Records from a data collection
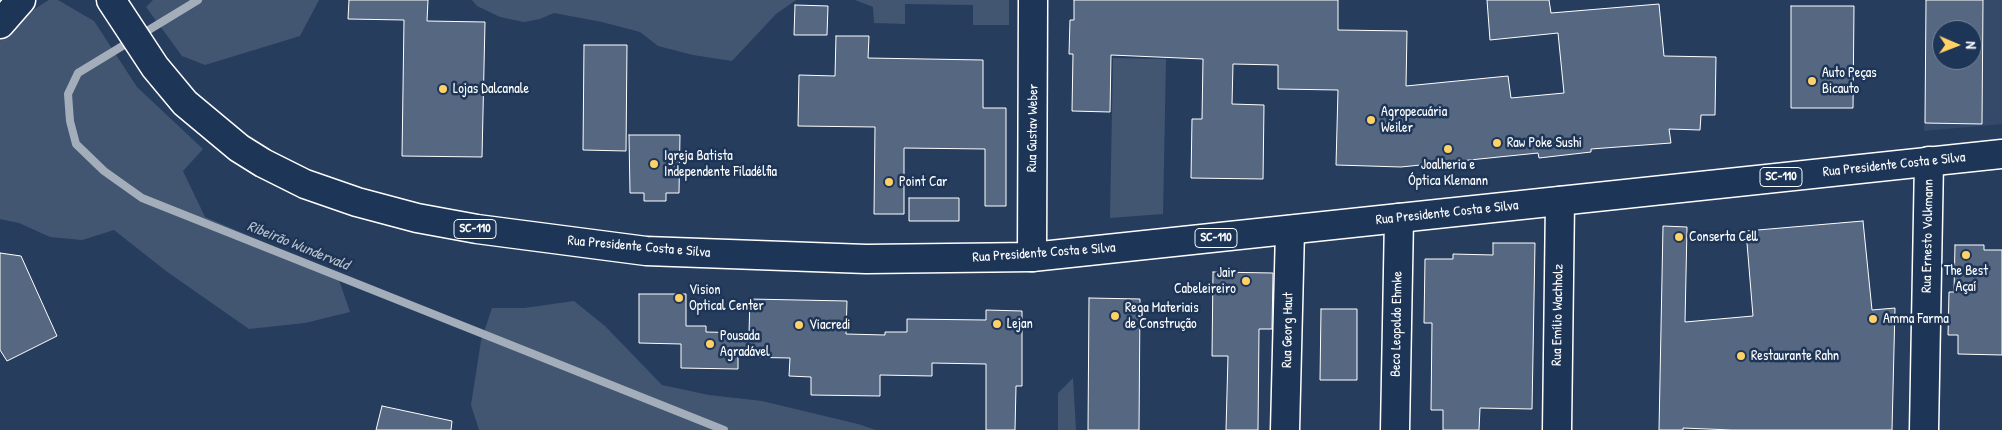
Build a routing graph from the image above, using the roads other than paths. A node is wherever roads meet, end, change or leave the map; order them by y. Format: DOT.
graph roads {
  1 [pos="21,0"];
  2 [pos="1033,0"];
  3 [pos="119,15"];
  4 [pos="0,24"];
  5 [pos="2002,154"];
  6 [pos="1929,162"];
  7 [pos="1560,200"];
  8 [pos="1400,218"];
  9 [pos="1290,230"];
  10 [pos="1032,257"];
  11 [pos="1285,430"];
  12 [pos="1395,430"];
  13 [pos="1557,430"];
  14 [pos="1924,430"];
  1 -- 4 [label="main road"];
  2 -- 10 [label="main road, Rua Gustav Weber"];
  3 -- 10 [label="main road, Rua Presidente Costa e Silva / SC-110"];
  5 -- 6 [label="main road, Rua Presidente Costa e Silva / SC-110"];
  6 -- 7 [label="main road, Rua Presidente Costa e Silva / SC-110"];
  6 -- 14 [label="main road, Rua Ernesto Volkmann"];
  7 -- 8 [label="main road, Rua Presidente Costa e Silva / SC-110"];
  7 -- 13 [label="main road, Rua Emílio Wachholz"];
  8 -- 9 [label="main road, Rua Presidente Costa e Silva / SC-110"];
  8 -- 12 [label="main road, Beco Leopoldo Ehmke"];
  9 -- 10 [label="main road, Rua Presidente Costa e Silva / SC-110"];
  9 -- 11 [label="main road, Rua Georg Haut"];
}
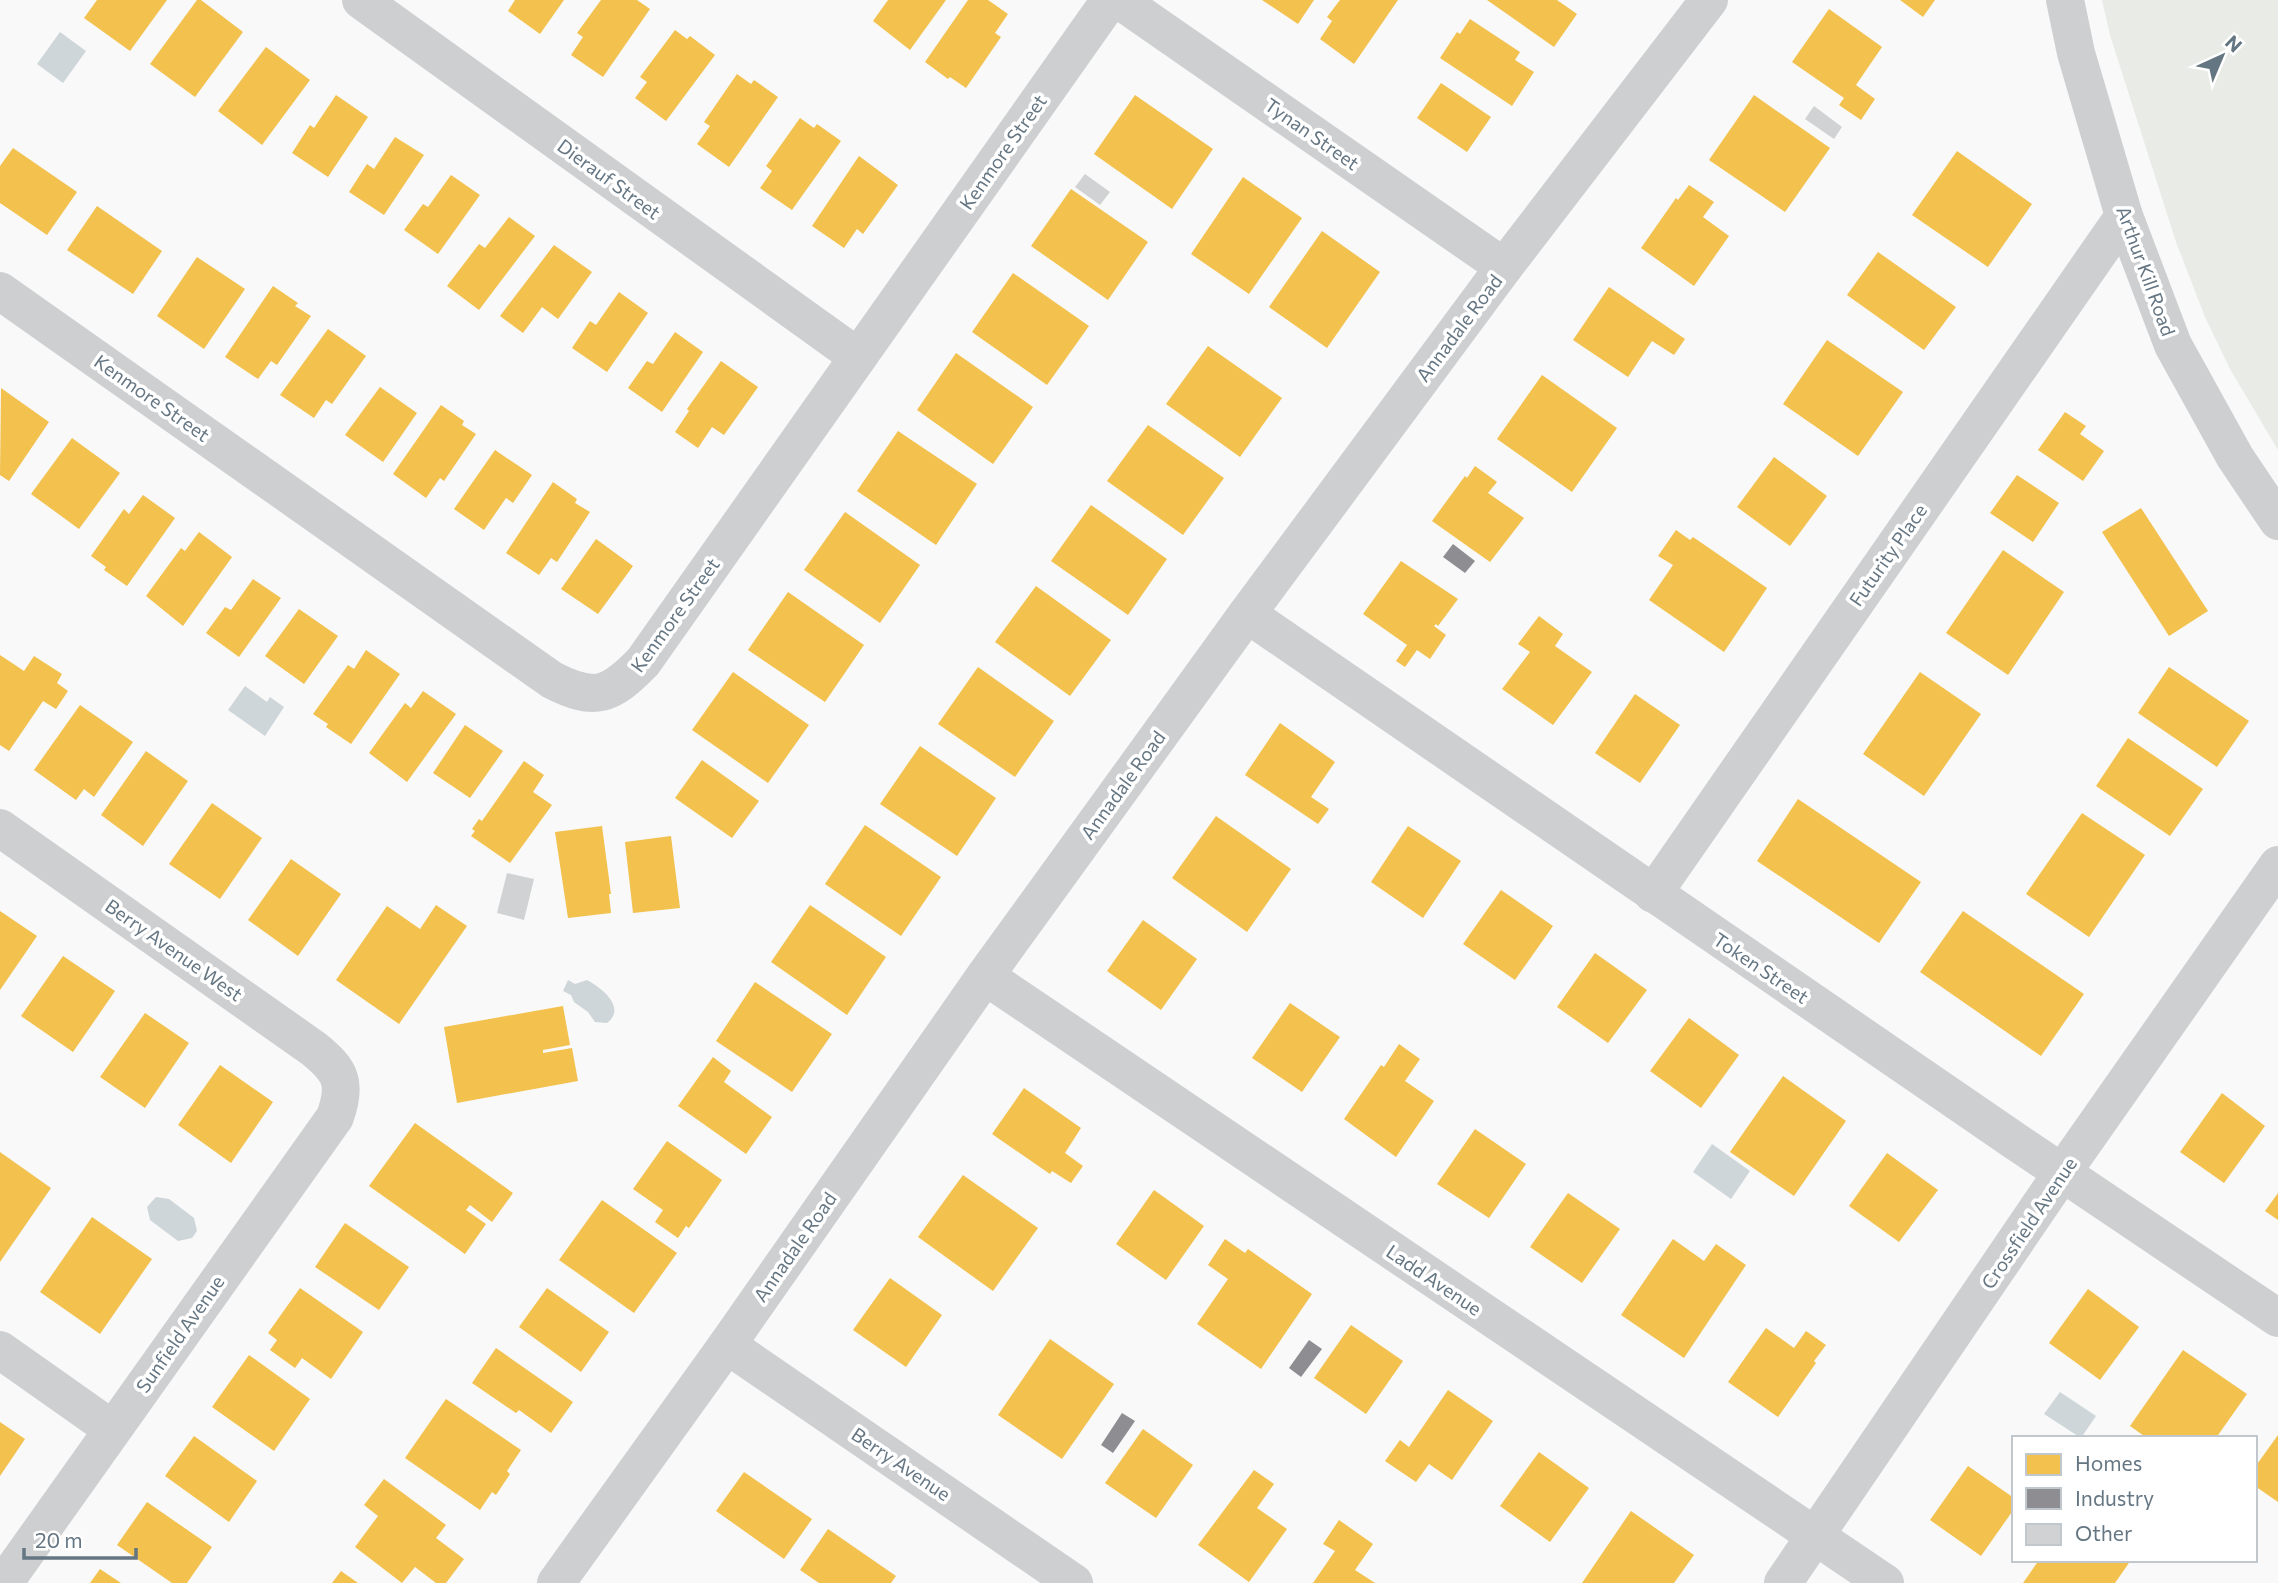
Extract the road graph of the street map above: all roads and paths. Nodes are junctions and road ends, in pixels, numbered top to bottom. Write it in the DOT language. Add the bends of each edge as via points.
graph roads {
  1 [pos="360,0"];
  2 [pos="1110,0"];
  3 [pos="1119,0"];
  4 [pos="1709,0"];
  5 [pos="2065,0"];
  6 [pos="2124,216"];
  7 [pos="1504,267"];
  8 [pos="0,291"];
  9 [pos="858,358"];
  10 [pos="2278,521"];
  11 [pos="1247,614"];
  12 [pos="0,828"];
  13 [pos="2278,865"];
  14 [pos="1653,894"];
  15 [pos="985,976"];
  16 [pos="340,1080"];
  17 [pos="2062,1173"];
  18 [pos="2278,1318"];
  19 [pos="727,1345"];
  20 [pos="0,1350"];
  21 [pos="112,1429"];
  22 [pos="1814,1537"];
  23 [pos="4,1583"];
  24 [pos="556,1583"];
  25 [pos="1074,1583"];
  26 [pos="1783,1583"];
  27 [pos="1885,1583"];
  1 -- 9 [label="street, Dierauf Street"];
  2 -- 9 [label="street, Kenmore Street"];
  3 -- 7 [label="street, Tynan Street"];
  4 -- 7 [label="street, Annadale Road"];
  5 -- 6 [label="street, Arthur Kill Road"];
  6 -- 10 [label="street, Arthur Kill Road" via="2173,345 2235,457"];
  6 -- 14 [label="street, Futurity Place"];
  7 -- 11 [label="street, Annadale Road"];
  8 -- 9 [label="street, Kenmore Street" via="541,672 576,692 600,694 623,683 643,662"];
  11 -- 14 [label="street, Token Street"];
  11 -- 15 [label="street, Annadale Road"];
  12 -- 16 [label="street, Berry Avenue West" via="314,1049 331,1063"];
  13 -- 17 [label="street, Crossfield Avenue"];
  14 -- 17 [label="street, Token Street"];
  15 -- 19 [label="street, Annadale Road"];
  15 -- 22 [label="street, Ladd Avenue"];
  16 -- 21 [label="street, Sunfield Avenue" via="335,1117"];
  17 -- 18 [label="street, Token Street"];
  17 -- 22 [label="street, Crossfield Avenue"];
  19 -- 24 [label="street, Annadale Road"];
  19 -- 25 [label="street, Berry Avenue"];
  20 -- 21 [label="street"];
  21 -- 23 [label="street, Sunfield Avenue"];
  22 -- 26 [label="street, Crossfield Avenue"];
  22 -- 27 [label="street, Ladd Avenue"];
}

- **Instructions to follow**:
Lines with the string "Sunfield": say how many appear in the entries above, giving the number alone.

- **Answer section**:
2